Construction underway of first-of-its-kind brain health center at UT Health Science Center-San Antonio

The $100 million patient care and research center will offer the latest advanced therapies for dementia and all neurological disorders.

SAN ANTONIO – Amid a growing storm of needed care for dementia and other neurological diseases, construction began this week on the $100 million Center for Brain Health, a new facility for patient care and clinical trials at the ‘Health Science Center of the University of Texas at San Antonio.

The Center for Brain Health, expected to be completed in 2025, is among the $1 billion capital investments undertaken by UT Health San Antonio over the next four years, including at UT Health San Antonio Multispecialty and Research Hospital.

The Brain Health Center was built to advance research and provide innovative expert care to patients with Alzheimer’s disease, related dementias, movement disorders, amyotrophic lateral sclerosis (ALS), and other nagging health problems.

The facility will also serve as a training venue for medical residents and postgraduate trainees.

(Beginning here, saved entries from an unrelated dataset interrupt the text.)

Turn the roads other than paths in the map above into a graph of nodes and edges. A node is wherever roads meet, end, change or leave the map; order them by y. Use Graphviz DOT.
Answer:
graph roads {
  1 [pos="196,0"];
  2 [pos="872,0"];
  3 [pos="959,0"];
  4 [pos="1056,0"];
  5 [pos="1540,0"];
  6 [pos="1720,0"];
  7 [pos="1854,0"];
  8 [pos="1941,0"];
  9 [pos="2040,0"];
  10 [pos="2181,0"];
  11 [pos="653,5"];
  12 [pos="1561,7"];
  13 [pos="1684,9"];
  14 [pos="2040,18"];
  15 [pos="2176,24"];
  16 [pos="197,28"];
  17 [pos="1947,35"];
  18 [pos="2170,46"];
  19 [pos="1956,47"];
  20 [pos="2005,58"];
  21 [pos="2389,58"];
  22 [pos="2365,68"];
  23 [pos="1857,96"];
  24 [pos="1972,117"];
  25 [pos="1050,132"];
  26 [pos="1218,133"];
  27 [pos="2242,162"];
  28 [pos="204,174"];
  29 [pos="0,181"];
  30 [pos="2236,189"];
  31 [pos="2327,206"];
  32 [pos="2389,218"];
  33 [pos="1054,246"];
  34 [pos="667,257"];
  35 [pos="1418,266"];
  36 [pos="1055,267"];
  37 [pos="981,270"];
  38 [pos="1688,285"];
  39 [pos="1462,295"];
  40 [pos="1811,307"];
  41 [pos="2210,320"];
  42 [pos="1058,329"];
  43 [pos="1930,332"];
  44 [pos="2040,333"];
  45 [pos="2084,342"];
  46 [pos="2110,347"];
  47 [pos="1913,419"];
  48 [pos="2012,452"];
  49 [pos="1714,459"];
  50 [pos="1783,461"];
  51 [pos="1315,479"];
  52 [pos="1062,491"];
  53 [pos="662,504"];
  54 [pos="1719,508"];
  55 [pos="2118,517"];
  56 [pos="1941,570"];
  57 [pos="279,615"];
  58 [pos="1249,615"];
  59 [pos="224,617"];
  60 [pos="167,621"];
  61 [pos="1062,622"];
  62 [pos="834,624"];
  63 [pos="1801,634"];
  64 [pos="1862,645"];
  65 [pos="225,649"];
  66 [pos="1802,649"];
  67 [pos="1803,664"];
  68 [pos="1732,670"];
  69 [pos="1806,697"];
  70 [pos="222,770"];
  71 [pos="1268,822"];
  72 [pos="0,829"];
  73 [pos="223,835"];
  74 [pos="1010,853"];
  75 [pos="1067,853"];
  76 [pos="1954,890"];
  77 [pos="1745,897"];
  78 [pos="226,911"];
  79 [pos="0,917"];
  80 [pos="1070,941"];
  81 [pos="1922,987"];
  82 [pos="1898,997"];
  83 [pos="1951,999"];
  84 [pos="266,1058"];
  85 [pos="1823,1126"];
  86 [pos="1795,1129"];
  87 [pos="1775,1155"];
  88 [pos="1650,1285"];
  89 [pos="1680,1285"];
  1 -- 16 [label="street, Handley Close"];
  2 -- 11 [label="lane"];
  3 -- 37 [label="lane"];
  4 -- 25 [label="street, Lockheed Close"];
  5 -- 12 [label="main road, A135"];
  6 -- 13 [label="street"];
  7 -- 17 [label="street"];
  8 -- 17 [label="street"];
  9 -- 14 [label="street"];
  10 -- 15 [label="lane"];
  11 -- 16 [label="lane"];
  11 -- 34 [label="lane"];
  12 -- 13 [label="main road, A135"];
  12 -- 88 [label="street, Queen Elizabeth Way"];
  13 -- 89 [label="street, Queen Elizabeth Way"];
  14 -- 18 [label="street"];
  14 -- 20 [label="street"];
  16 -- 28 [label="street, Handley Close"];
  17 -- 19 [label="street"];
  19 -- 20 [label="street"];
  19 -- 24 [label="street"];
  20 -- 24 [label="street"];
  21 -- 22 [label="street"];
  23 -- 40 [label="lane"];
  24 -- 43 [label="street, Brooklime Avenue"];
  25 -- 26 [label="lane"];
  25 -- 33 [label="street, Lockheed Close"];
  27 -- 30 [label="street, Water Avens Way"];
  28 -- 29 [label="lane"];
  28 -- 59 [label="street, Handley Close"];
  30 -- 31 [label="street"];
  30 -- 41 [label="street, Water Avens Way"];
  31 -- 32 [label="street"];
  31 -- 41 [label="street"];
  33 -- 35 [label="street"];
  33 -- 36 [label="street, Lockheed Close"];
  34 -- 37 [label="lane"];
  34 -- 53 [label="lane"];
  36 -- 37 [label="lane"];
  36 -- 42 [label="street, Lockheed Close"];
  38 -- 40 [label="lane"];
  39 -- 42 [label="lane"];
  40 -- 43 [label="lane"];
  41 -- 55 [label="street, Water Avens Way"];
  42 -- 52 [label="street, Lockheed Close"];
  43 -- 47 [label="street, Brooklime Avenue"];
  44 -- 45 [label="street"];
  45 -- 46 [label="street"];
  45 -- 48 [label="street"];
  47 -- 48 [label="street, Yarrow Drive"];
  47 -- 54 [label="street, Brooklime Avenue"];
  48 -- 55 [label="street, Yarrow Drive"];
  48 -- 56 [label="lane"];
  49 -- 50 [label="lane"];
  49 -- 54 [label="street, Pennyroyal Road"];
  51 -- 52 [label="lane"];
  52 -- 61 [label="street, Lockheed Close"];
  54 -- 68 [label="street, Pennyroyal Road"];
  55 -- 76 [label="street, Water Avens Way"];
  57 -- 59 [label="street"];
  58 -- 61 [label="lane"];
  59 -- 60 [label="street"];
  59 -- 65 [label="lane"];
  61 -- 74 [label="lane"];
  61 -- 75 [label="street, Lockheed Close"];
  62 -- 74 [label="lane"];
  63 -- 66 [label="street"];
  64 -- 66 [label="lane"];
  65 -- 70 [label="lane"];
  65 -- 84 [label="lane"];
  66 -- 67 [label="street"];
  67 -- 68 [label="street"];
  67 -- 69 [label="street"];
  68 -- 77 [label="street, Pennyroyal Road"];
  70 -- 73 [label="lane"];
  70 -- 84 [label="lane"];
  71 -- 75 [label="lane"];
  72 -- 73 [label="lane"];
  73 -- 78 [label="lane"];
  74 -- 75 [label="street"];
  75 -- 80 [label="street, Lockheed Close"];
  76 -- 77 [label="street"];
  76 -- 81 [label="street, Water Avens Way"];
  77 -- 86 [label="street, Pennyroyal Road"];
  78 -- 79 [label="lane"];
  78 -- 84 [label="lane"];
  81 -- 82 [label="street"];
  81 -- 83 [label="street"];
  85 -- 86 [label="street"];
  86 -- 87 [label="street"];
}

“There is an urgency to create this new comprehensive care center, the first of its kind in our region,” said William L. Henrich, MD, MACP, president of UT Health Science Center San Antonio, also called UT Health San Antonio.

The main risk factor for developing dementia is a person’s age. According to census data, Bexar County is home to 250,000 senior citizens age 65 and older, and the number is expected to grow as San Antonio is an attractive retirement destination.

The city’s population is over 60% Hispanic. Data shows Hispanics are 1.5 times more likely than Caucasians to develop dementia. One in six Americans suffer from brain diseases including dementia, headaches, epilepsy, Parkinson’s disease, ALS, neuropathy and multiple sclerosis.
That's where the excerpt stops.